Depremzede ailelerin itirazlarıyla iktidar geri adım attı ve deprem suçları 11. Yargı Paketi’nden çıkarıldı. Depremzedeler Meclis yakınındaki bir parkta günlerce nöbet tutmuştu. Fotoğraf: Özkan ÖztaşHakaret suçuna ilişkin yapılan değişiklikse Özge Fındık'a göre, ceza hukukunda eşitlik ve tutarlılık ilkeleriyle bağdaşmayan yeni bir ayrım yaratıyor.

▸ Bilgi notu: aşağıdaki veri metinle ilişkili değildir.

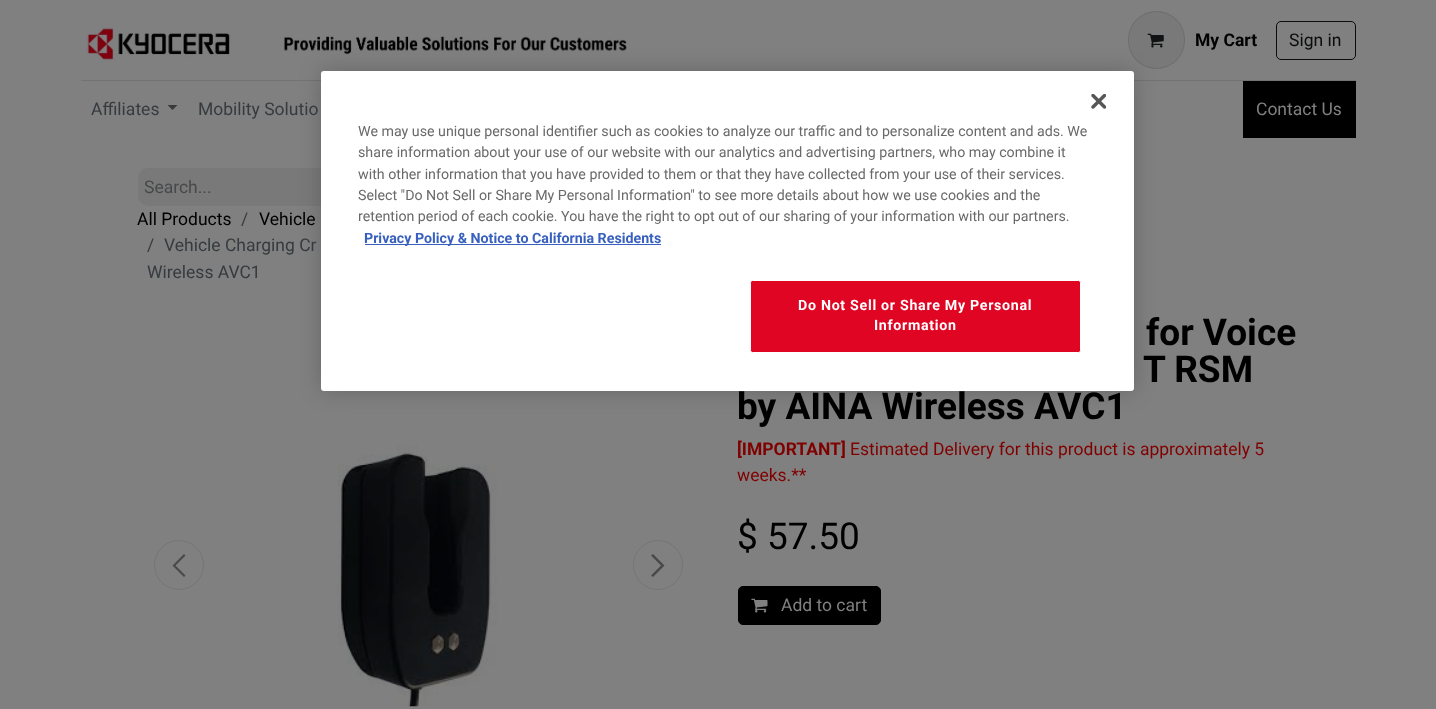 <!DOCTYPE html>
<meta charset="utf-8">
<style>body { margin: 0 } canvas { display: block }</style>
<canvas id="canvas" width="1436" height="709"></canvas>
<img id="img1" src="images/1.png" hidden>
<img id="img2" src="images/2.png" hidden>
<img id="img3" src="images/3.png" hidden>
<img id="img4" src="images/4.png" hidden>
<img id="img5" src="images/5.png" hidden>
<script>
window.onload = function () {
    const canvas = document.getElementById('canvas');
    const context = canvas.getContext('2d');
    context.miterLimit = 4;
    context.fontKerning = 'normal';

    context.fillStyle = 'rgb(128, 128, 128)';
    context.fillRect(0, 0, 1436, 709);
    context.drawImage(document.getElementById('img1'), 86, 26, 541, 36);
    context.fillStyle = 'rgb(122, 121, 121)';
    context.beginPath();
    context.roundRect(1128, 11, 57, 58, 28.5);
    context.fill();
    context.beginPath();
    context.roundRect(1128.5, 11.5, 56, 57, 28);
    context.strokeStyle = 'rgba(0, 0, 0, 0.1)';
    context.stroke();
    context.drawImage(document.getElementById('img2'), 1147, 33, 17, 15);
    context.beginPath();
    context.roundRect(1276.5, 21.5, 79, 38, 4.5);
    context.strokeStyle = 'rgb(11, 12, 14)';
    context.stroke();
    context.fillStyle = 'rgb(115, 115, 115)';
    context.fillRect(81, 80, 1275, 1);
    context.fillStyle = 'rgb(58, 58, 58)';
    context.beginPath();
    context.moveTo(167.5, 105);
    context.lineTo(177.5, 105);
    context.lineTo(172.5, 110);
    context.closePath();
    context.fill();
    context.fillStyle = 'rgb(0, 0, 0)';
    context.fillRect(1243, 81, 113, 57);
    context.fillStyle = 'rgb(122, 121, 121)';
    context.beginPath();
    context.roundRect(138, 168, 517, 38, [10, 0, 0, 10]);
    context.fill();
    context.beginPath();
    context.arc(179, 565, 24.5, 0, 2 * Math.PI);
    context.strokeStyle = 'rgb(116, 117, 119)';
    context.stroke();
    context.fillStyle = 'rgb(72, 73, 74)';
    context.beginPath();
    context.moveTo(172.5, 565.5);
    context.lineTo(184, 554);
    context.lineTo(185.5, 555.5);
    context.lineTo(175.5, 565.5);
    context.lineTo(185.5, 575.5);
    context.lineTo(184, 577);
    context.closePath();
    context.fill();
    context.drawImage(document.getElementById('img3'), 337, 445, 160, 262);
    context.beginPath();
    context.arc(658, 565, 24.5, 0, 2 * Math.PI);
    context.stroke();
    context.beginPath();
    context.moveTo(664.5, 565.5);
    context.lineTo(653, 577);
    context.lineTo(651, 575.5);
    context.lineTo(661, 565.5);
    context.lineTo(651, 555.5);
    context.lineTo(653, 554);
    context.closePath();
    context.fill();
    context.fillStyle = 'rgb(0, 0, 0)';
    context.beginPath();
    context.roundRect(738.5, 586.5, 142, 38, 4.5);
    context.fill();
    context.strokeStyle = 'rgb(0, 0, 0)';
    context.stroke();
    context.drawImage(document.getElementById('img4'), 751, 598, 17, 15);
    context.fillStyle = 'rgba(0, 0, 0, 0.2)';
    context.filter = 'blur(11px)';
    context.beginPath();
    context.roundRect(321, 71, 813, 320, 3);
    context.fill();
    context.filter = 'none';
    context.fillStyle = 'rgb(255, 255, 255)';
    context.beginPath();
    context.roundRect(321, 71, 813, 320, 3);
    context.fill();
    context.drawImage(document.getElementById('img5'), 1091, 94, 15, 15);
    context.fillStyle = 'rgb(56, 96, 190)';
    context.fillRect(365, 244, 296, 1);
    context.fillStyle = 'rgb(223, 5, 35)';
    context.beginPath();
    context.roundRect(750.5, 280.5, 330, 72, 2);
    context.fill();
    context.strokeStyle = 'rgb(255, 255, 255)';
    context.stroke();
    context.font = 'bold 17.5px Roboto';
    context.fillStyle = 'rgb(0, 0, 0)';
    context.fillText('My Cart', 1195, 46);
    context.font = '17.5px Roboto';
    context.fillStyle = 'rgb(11, 12, 14)';
    context.fillText('Sign in', 1289, 46);
    context.fillStyle = 'rgb(54, 59, 63)';
    context.fillText('Affiliates', 91, 115);
    context.fillText('Mobility Solutio', 198, 115);
    context.fillStyle = 'rgb(128, 128, 128)';
    context.fillText('Contact Us', 1256, 115);
    context.fillStyle = 'rgb(72, 73, 74)';
    context.fillText('Search...', 144, 193);
    context.fillStyle = 'rgb(0, 0, 0)';
    context.fillText('All Products', 137, 225);
    context.fillStyle = 'rgb(54, 59, 63)';
    context.fillText('/', 241, 225);
    context.fillStyle = 'rgb(0, 0, 0)';
    context.fillText('Vehicle', 259, 225);
    context.fillStyle = 'rgb(54, 59, 63)';
    context.fillText('/', 147, 251);
    context.fillText('Vehicle Charging Cr', 164, 251);
    context.fillText('Wireless AVC1', 147, 278);
    context.font = 'bold 37px Roboto';
    context.fillStyle = 'rgb(0, 0, 0)';
    context.fillText('for Voice', 1146, 345);
    context.fillText('T RSM', 1143, 382);
    context.fillText('by AINA Wireless AVC1', 737, 419);
    context.font = 'bold 17.5px Roboto';
    context.fillStyle = 'rgb(128, 0, 0)';
    context.fillText('[IMPORTANT]', 737, 455);
    context.font = '17.5px Roboto';
    context.fillText('Estimated Delivery for this product is approximately 5', 850, 455);
    context.fillText('weeks.**', 737, 481);
    context.font = '37px Roboto';
    context.fillStyle = 'rgb(0, 0, 0)';
    context.fillText('$ 57.50', 737, 549);
    context.font = '17.5px Roboto';
    context.fillStyle = 'rgb(128, 128, 128)';
    context.fillText('Add to cart', 781, 611);
    context.font = '14.23px Roboto';
    context.fillStyle = 'rgb(105, 105, 105)';
    context.fillText('We may use unique personal identifier such as cookies to analyze our traffic and to personalize content and ads. We', 358, 136);
    context.fillText('share information about your use of our website with our analytics and advertising partners, who may combine it', 358, 157);
    context.fillText('with other information that you have provided to them or that they have collected from your use of their services.', 358, 179);
    context.fillText('Select "Do Not Sell or Share My Personal Information" to see more details about how we use cookies and the', 358, 200);
    context.fillText('retention period of each cookie. You have the right to opt out of our sharing of your information with our partners.', 358, 221);
    context.font = 'bold 14.23px Roboto';
    context.fillStyle = 'rgb(56, 96, 190)';
    context.fillText('Privacy Policy & Notice to California Residents', 364, 243);
    context.letterSpacing = '0.7px';
    context.fillStyle = 'rgb(255, 255, 255)';
    context.fillText('Do Not Sell or Share My Personal', 798, 310);
    context.fillText('Information', 874, 330);
};
</script>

TCK’nin 75. maddesinde yapılan düzenleme ile hakaret suçu, "kamu görevlisine karşı görevinden dolayı işlenmesi" hâli dışında "ön ödeme" kapsamına alınıyor. Oysa Fındık'a göre hakaret suçunda korunan hukuki değer, kişinin şeref ve saygınlığı ve bu değerin mağdurun kamu görevlisi olup olmamasına göre farklı bir usul rejimine tabi tutulmasını haklı kılacak nesnel ve makul bir gerekçe bulunmuyor. Fındık bu durumu şöyle anlatıyor:
Aksine, kamu gücü kullanan kişilerin daha geniş bir eleştiri ve denetime açık olmaları gerekirken, bu kişilere yönelen ifadelerin daha ağır bir usule tabi tutulması ifade özgürlüğü bakımından sorunlu. Bu düzenleme, Anayasa Mahkemesi’nin içtihatlarında ortaya koyduğu ilkelerle de uyumlu değil.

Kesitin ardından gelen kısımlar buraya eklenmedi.